Collected data entries:

********

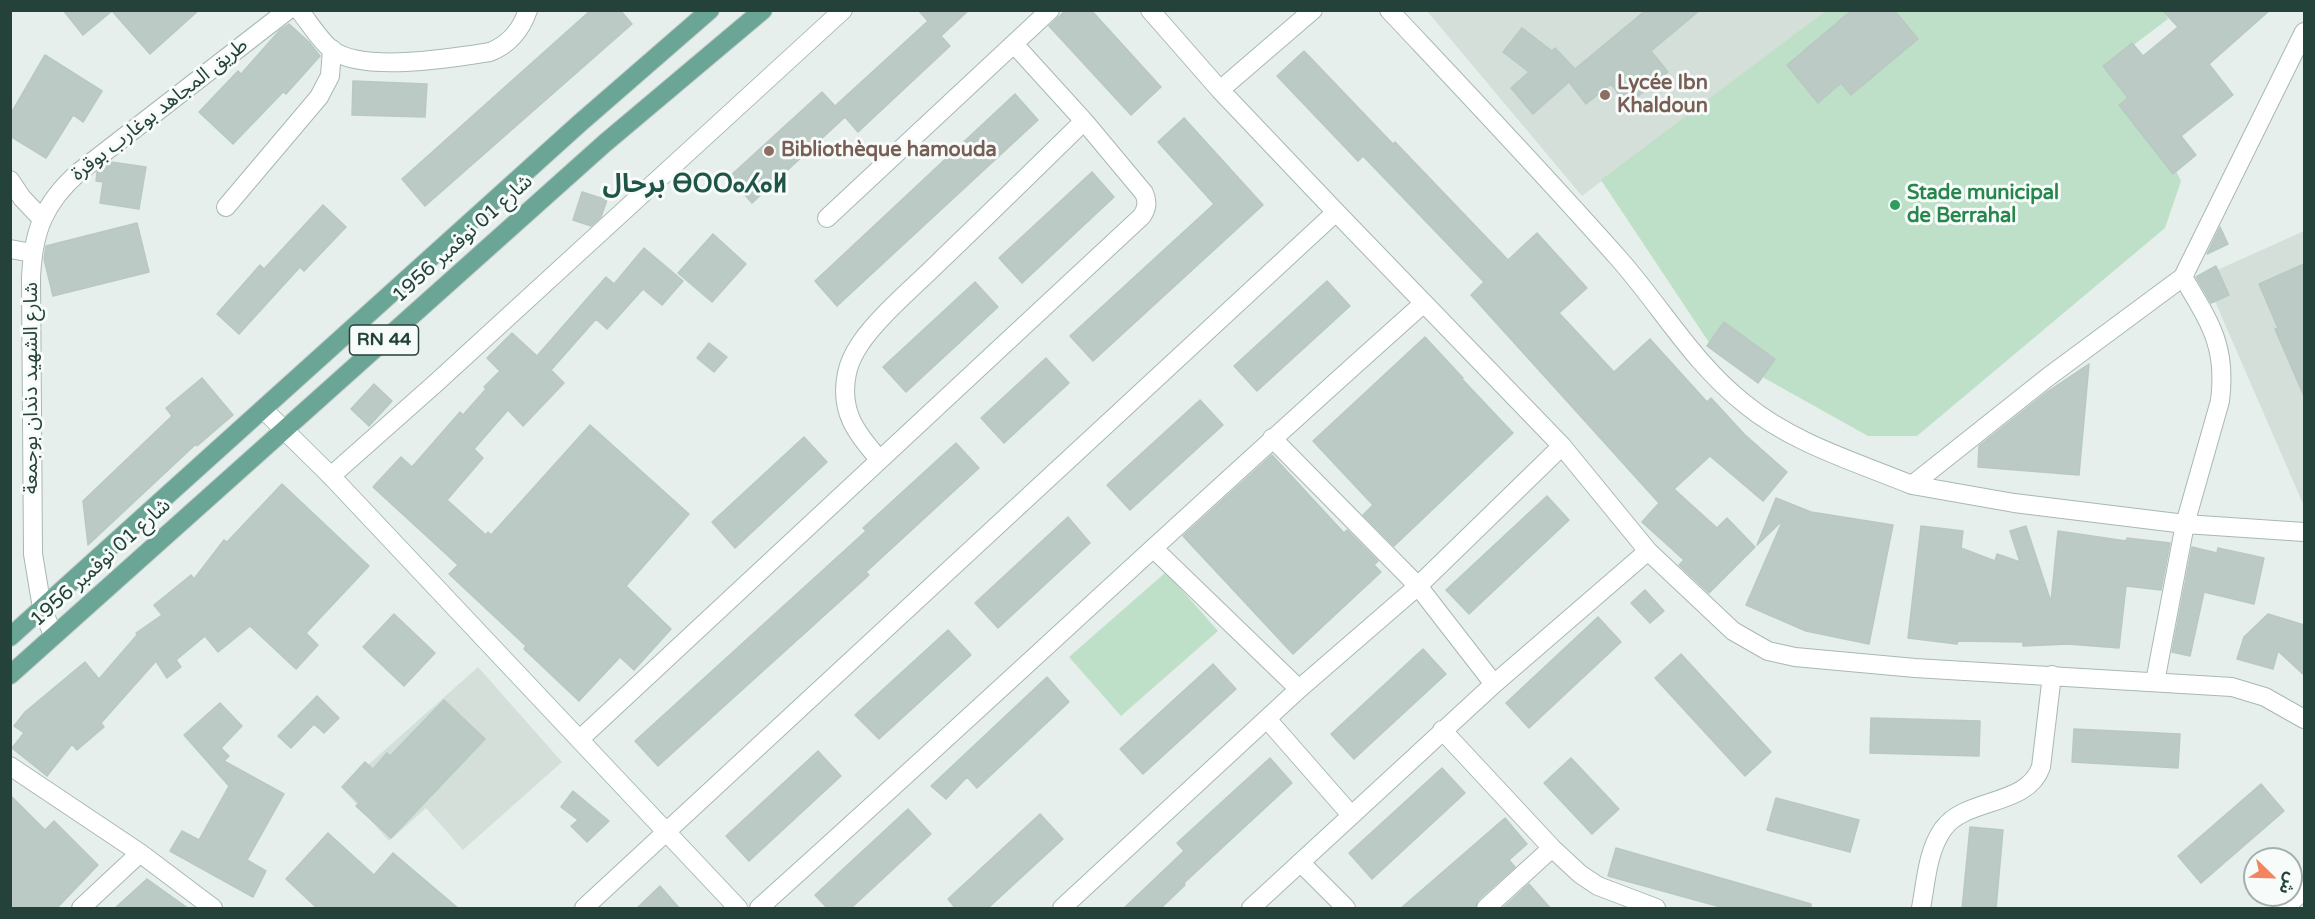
<!DOCTYPE html>
<meta charset="utf-8">
<style>
body{margin:0}
#map{position:relative;width:2315px;height:919px;overflow:hidden;background:#e6efeb;font-family:"Varela Round","Noto Sans Arabic",sans-serif}
canvas{display:block}
.frame{position:absolute;inset:0;border:12px solid #24423a;pointer-events:none}
.north{position:absolute;left:2243px;top:847px;width:60px;height:60px;box-sizing:border-box;background:#f7fbf9;border:2px solid #a3b1ad;border-radius:50%;rotate:113deg;font-size:16px;font-weight:700;line-height:24px;text-align:center;color:#24423a}
.north::after{content:'';display:block;margin:auto;width:21px;height:27px;background:#f4845f;clip-path:polygon(50% 0,100% 100%,50% 72%,0 100%)}
</style>
<div id="map">
<canvas width="2315" height="919"></canvas>
<div class="frame"></div>
<div class="north">ش</div>
</div>
<script>
const ctx = document.querySelector('canvas').getContext('2d');
ctx.lineJoin = 'round';
function paint(path, color) {
  ctx.fillStyle = color;
  ctx.fill(path, 'evenodd');
}
function stroke(path, color, width, dash) {
  ctx.strokeStyle = color;
  ctx.lineWidth = width;
  ctx.lineCap = dash ? 'butt' : 'round';
  ctx.setLineDash(dash || []);
  ctx.stroke(path);
}
function label(font, color, halo, rows, align = 'center') {
  ctx.font = font + ' "Varela Round","Noto Sans Arabic","Noto Sans Tifinagh",sans-serif';
  ctx.lineWidth = 6;
  ctx.setLineDash([]);
  ctx.textBaseline = 'middle';
  ctx.strokeStyle = halo;
  ctx.fillStyle = color;
  for (const [text, x, y, turn = 0] of rows) {
    ctx.save();
    ctx.translate(x, y);
    ctx.rotate((+turn || 0) * Math.PI / 180);
    ctx.textAlign = isNaN(turn) ? turn : align;
    if (halo) ctx.strokeText(text, 0, 0);
    ctx.fillText(text, 0, 0);
    ctx.restore();
  }
}
paint(new Path2D(`
 M 1427,11 L 1825,11 L 1582,196 Z
 M 2304,231 L 2304,506 L 2204,276 Z
 M 478,667 L 562,762 L 463,850 L 426,808 L 389,841 L 342,788 Z`), '#d4dfda');
paint(new Path2D(`
 M 2163,10 L 2168,19 L 2119,56 L 2181,181 L 2165,228 L 1917,436 L 1868,436 L 1714,350 L 1601,180 L 1825,11 Z
 M 1166,572 L 1218,631 L 1121,716 L 1069,657 Z`), '#bfe0c8');
const building = new Path2D(`
 M 63,10 L 199,10 L 150,54 L 112,11 L 83,35 Z
 M 591,10 L 620,10 L 632,24 L 425,206 L 402,179 Z
 M 918,10 L 969,10 L 941,36 L 950,46 L 858,132 L 845,117 L 752,203 L 729,177 L 822,92 L 835,106 L 928,21 Z
 M 1066,10 L 1091,10 L 1161,87 L 1131,115 L 1049,26 Z
 M 1646,10 L 1700,10 L 1651,51 L 1668,72 L 1627,105 L 1611,84 L 1586,104 L 1569,82 L 1533,114 L 1511,88 L 1529,72 L 1503,52 L 1522,28 L 1552,51 L 1555,48 L 1575,69 Z
 M 1852,10 L 1894,10 L 1918,39 L 1851,95 L 1841,83 L 1818,103 L 1787,65 Z
 M 2162,10 L 2270,10 L 2209,64 L 2233,95 L 2181,136 L 2196,155 L 2173,174 L 2119,105 L 2128,98 L 2103,66 L 2132,43 L 2143,56 L 2178,27 Z
 M 289,24 L 309,42 L 320,56 L 286,94 L 283,92 L 233,144 L 199,112 L 238,71 L 241,74 L 280,30 Z
 M 1304,51 L 1393,144 L 1395,142 L 1508,260 L 1537,233 L 1587,288 L 1559,313 L 1614,372 L 1650,339 L 1707,402 L 1711,398 L 1744,434 L 1787,472 L 1763,501 L 1710,456 L 1674,489 L 1717,528 L 1727,518 L 1755,547 L 1709,593 L 1679,565 L 1684,560 L 1642,522 L 1659,503 L 1471,295 L 1484,282 L 1363,156 L 1358,161 L 1277,76 Z
 M 45,55 L 102,91 L 83,122 L 73,115 L 46,158 L 10,136 L 10,115 Z
 M 353,81 L 427,84 L 425,117 L 352,115 Z
 M 1015,94 L 1038,120 L 837,306 L 815,281 Z
 M 1184,118 L 1263,205 L 1093,361 L 1070,336 L 1214,204 L 1158,142 Z
 M 111,162 L 146,167 L 139,209 L 100,203 L 103,182 L 96,181 L 97,172 Z
 M 1092,172 L 1114,197 L 1022,283 L 999,258 Z
 M 582,192 L 607,200 L 601,217 L 591,226 L 573,220 Z
 M 323,205 L 346,227 L 304,271 L 300,267 L 239,334 L 217,314 L 260,265 L 264,269 Z
 M 137,223 L 149,272 L 53,296 L 44,259 L 46,246 Z
 M 2220,227 L 2228,244 L 2207,254 Z
 M 713,234 L 746,264 L 712,302 L 678,273 Z
 M 644,248 L 683,281 L 662,305 L 643,289 L 607,329 L 596,319 L 551,370 L 564,383 L 523,426 L 508,410 L 474,449 L 483,458 L 447,500 L 486,535 L 488,532 L 491,535 L 590,425 L 689,514 L 626,586 L 671,629 L 634,670 L 620,657 L 579,701 L 524,649 L 526,646 L 449,574 L 458,565 L 373,487 L 401,457 L 412,467 L 460,412 L 463,415 L 486,389 L 484,387 L 500,371 L 487,358 L 512,333 L 537,356 L 606,277 L 614,284 Z
 M 2304,264 L 2304,396 L 2275,329 L 2278,328 L 2259,284 Z
 M 2216,266 L 2229,295 L 2211,303 L 2196,277 Z
 M 1327,281 L 1350,306 L 1257,391 L 1234,366 Z
 M 975,282 L 998,307 L 906,392 L 883,367 Z
 M 1724,322 L 1775,359 L 1758,383 L 1707,346 Z
 M 1425,337 L 1463,378 L 1462,379 L 1513,433 L 1394,546 L 1363,515 L 1373,505 L 1313,441 Z
 M 709,343 L 727,357 L 714,372 L 697,358 Z
 M 1046,358 L 1069,383 L 1004,443 L 981,418 Z
 M 2089,364 L 2079,475 L 1978,467 L 1979,446 L 2047,392 Z
 M 202,378 L 233,415 L 197,446 L 196,444 L 88,545 L 83,501 L 172,416 L 166,408 Z
 M 374,384 L 392,401 L 369,426 L 351,409 Z
 M 1200,400 L 1223,425 L 1130,510 L 1107,485 Z
 M 804,437 L 827,462 L 735,548 L 712,522 Z
 M 956,443 L 979,468 L 866,572 L 869,575 L 658,766 L 635,741 L 866,531 L 863,528 Z
 M 1272,455 L 1344,533 L 1347,530 L 1378,561 L 1374,565 L 1381,572 L 1293,654 L 1183,536 Z
 M 282,484 L 369,566 L 306,633 L 318,645 L 296,669 L 250,626 L 218,652 L 205,636 L 176,660 L 181,667 L 167,678 L 156,661 L 101,723 L 104,727 L 77,750 L 72,744 L 47,776 L 12,748 L 24,733 L 14,726 L 25,712 L 85,662 L 99,679 L 137,635 L 136,633 L 162,615 L 154,605 L 191,575 L 194,579 L 224,540 L 227,542 Z
 M 1547,496 L 1569,520 L 1469,614 L 1446,590 Z
 M 1776,498 L 1811,512 L 1893,525 L 1869,644 L 1806,631 L 1746,605 L 1783,520 L 1757,545 Z
 M 1068,517 L 1090,543 L 998,628 L 975,603 Z
 M 1921,526 L 1963,531 L 1961,548 L 1995,561 L 1997,554 L 2020,562 L 2010,531 L 2026,526 L 2051,602 L 2058,531 L 2126,541 L 2127,538 L 2170,543 L 2161,590 L 2126,586 L 2119,648 L 2068,644 L 2023,646 L 2023,642 L 1958,641 L 1957,644 L 1908,638 Z
 M 2192,547 L 2217,553 L 2218,548 L 2264,558 L 2254,604 L 2204,592 L 2190,656 L 2172,652 Z
 M 1645,590 L 1664,611 L 1650,623 L 1631,603 Z
 M 394,614 L 435,653 L 404,686 L 363,647 Z
 M 2268,614 L 2304,625 L 2304,675 L 2278,651 L 2273,669 L 2237,659 L 2244,637 Z
 M 1598,617 L 1621,642 L 1529,728 L 1506,703 Z
 M 948,630 L 971,655 L 879,739 L 855,715 Z
 M 1423,649 L 1446,674 L 1354,759 L 1331,734 Z
 M 1681,654 L 1771,752 L 1745,776 L 1655,678 Z
 M 1213,664 L 1236,689 L 1143,774 L 1120,749 Z
 M 1047,677 L 1069,702 L 977,788 L 967,777 L 946,799 L 931,786 Z
 M 317,696 L 339,718 L 324,733 L 314,724 L 291,748 L 278,736 Z
 M 444,700 L 485,739 L 391,838 L 356,806 L 359,803 L 342,787 L 365,762 L 373,769 L 387,753 L 390,756 Z
 M 220,703 L 242,726 L 221,748 L 229,756 L 224,761 L 284,794 L 247,860 L 266,871 L 253,897 L 170,851 L 182,831 L 199,840 L 229,786 L 184,735 Z
 M 1871,718 L 1980,721 L 1979,756 L 1870,753 Z
 M 2074,729 L 2180,734 L 2178,768 L 2072,762 Z
 M 818,751 L 841,776 L 749,861 L 726,836 Z
 M 1270,758 L 1292,783 L 1184,883 L 1185,885 L 1160,909 L 1123,909 L 1184,851 L 1177,843 Z
 M 1571,758 L 1619,809 L 1592,834 L 1544,783 Z
 M 1442,768 L 1465,793 L 1372,879 L 1349,853 Z
 M 2261,784 L 2284,811 L 2201,883 L 2178,856 Z
 M 573,791 L 609,821 L 587,842 L 571,826 L 578,820 L 561,807 Z
 M 10,795 L 45,830 L 54,821 L 98,865 L 56,909 L 10,909 Z
 M 1776,798 L 1859,820 L 1850,852 L 1767,830 Z
 M 908,809 L 931,834 L 850,909 L 828,909 L 815,895 Z
 M 1040,814 L 1063,839 L 987,909 L 956,909 L 948,899 Z
 M 1505,818 L 1527,844 L 1509,860 L 1515,867 L 1478,900 L 1475,909 L 1400,909 Z
 M 1970,827 L 2003,830 L 1996,909 L 1962,909 Z
 M 328,833 L 374,875 L 393,853 L 459,909 L 318,909 L 286,879 Z
 M 1616,848 L 1811,904 L 1811,909 L 1728,909 L 1608,876 Z
 M 147,879 L 189,909 L 114,909 Z
 M 1529,884 L 1551,909 L 1502,909 Z
 M 660,886 L 680,909 L 636,909 Z`);
paint(building, '#bbcac4');
stroke(building, '#b8c9c2', 1.5);
const minor = new Path2D(`
 M 299,10 C 308,21 321,42 332,50 C 364,73 452,58 490,52 C 510,44 521,30 528,10
 M 1150,10 L 1220,90 L 1336,212 L 1562,446 L 1648,551 L 1733,631 L 1768,651 L 1795,657 L 1915,668 L 2232,687 L 2265,697 L 2304,719
 M 1389,10 C 1467,93 1545,175 1620,260 C 1662,308 1694,364 1745,404 C 1792,443 1856,462 1912,485 L 2048,377 L 2183,277 L 2304,32
 M 1220,90 L 1313,10
 M 10,180 L 22,198 L 42,219
 M 226,207 L 319,97 L 330,76 L 332,49
 M 827,218 L 1050,10
 M 10,249 L 32,253
 M 1272,438 L 1418,586 L 1494,684
 M 879,459 C 856,433 839,411 847,373 C 849,363 854,353 860,344 C 878,317 915,286 939,262 C 988,215 1036,168 1084,121
 M 331,476 L 437,382 L 843,10
 M 1912,485 L 2014,503 L 2185,524 L 2304,532
 M 1153,548 L 1299,689
 M 53,635 L 42,608 L 33,554 L 31,278 C 33,231 44,203 79,172 L 288,10
 M 2155,682 L 2185,524 L 2220,401 C 2227,346 2210,323 2183,277
 M 1267,719 L 1351,815
 M 1442,730 L 1552,848 L 1580,874 L 1598,886 L 1656,908
 M 580,739 L 1142,216 C 1147,208 1148,202 1144,193 L 1084,121 L 1014,44
 M 10,766 L 140,853 L 213,908
 M 1301,863 L 1346,908
 M 81,908 L 140,853
 M 584,908 L 1336,212
 M 759,908 C 982,708 1200,502 1424,303
 M 1062,908 L 1299,689 L 1418,586 L 1562,446
 M 1251,908 L 1494,684 L 1648,551
 M 1486,908 L 1552,848
 M 1921,908 C 1926,882 1927,852 1943,829 C 1966,797 2027,807 2041,767 L 2052,675
 M 2284,908 L 2304,890`);
const secondary = new Path2D(`
 M 264,410 L 331,476 L 738,908`);
const primary = new Path2D(`
 M 10,637 L 580,123 L 710,10
 M 10,675 L 605,143 L 763,10`);
stroke(minor, '#a8b8b2', 20);
stroke(secondary, '#a4bbb3', 20);
stroke(primary, '#c2cac8', 20);
stroke(minor, '#fff', 18);
stroke(secondary, '#fff', 18);
stroke(primary, '#6aa596', 18);
for (const [x, y, r, color] of [
 [1605,95,6,"#8d6e63"],
 [769,151,6,"#8d6e63"],
 [1895,205,6,"#2e9e5b"]
]) {
  const dot = new Path2D();
  dot.arc(x, y, r, 0, 2 * Math.PI);
  ctx.fillStyle = color;
  ctx.fill(dot);
  stroke(dot, '#f7fbf9', 2);
}
for (const [x, y, w] of [
 [384,340,69]
]) {
  const box = new Path2D();
  box.roundRect(x - w / 2, y - 15, w, 30, 4.5);
  ctx.fillStyle = '#f7fbf9';
  ctx.fill(box);
  stroke(box, '#24423a', 1.5);
}
label('bold 18px', '#24423a', null, [
 ["RN 44",384,340]
]);
label('bold 20px', '#785e54', '#f7fbf9', [
 ["Lycée Ibn",1617,84],
 ["Khaldoun",1617,107],
 ["Bibliothèque hamouda",781,151]
], 'left');
label('20px', '#24423a', '#f7fbf9', [
 ["طريق المجاهد بوغارب بوقرة",160,110,-38],
 ["شارع 01 نوفمبر 1956",463,239,-42],
 ["شارع الشهيد دندان بوجمعة",32,388,-90],
 ["شارع 01 نوفمبر 1956",101,563,-42]
]);
label('bold 20px', '#27864d', '#f7fbf9', [
 ["Stade municipal",1907,194],
 ["de Berrahal",1907,217]
], 'left');
label('bold 26px', '#1f5548', '#f7fbf9', [
 ["برحال ⴱⵔⵔⴰⵃⴰⵍ",695,185]
]);
</script>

********

# PROBLEM REQUIREMENTS
Give back, word for word, only the lines above from the line holding "ctx.save();" to the line holding "M 591,10 L 620,10", both included.

# RESPONSE AREA
    ctx.save();
    ctx.translate(x, y);
    ctx.rotate((+turn || 0) * Math.PI / 180);
    ctx.textAlign = isNaN(turn) ? turn : align;
    if (halo) ctx.strokeText(text, 0, 0);
    ctx.fillText(text, 0, 0);
    ctx.restore();
  }
}
paint(new Path2D(`
 M 1427,11 L 1825,11 L 1582,196 Z
 M 2304,231 L 2304,506 L 2204,276 Z
 M 478,667 L 562,762 L 463,850 L 426,808 L 389,841 L 342,788 Z`), '#d4dfda');
paint(new Path2D(`
 M 2163,10 L 2168,19 L 2119,56 L 2181,181 L 2165,228 L 1917,436 L 1868,436 L 1714,350 L 1601,180 L 1825,11 Z
 M 1166,572 L 1218,631 L 1121,716 L 1069,657 Z`), '#bfe0c8');
const building = new Path2D(`
 M 63,10 L 199,10 L 150,54 L 112,11 L 83,35 Z
 M 591,10 L 620,10 L 632,24 L 425,206 L 402,179 Z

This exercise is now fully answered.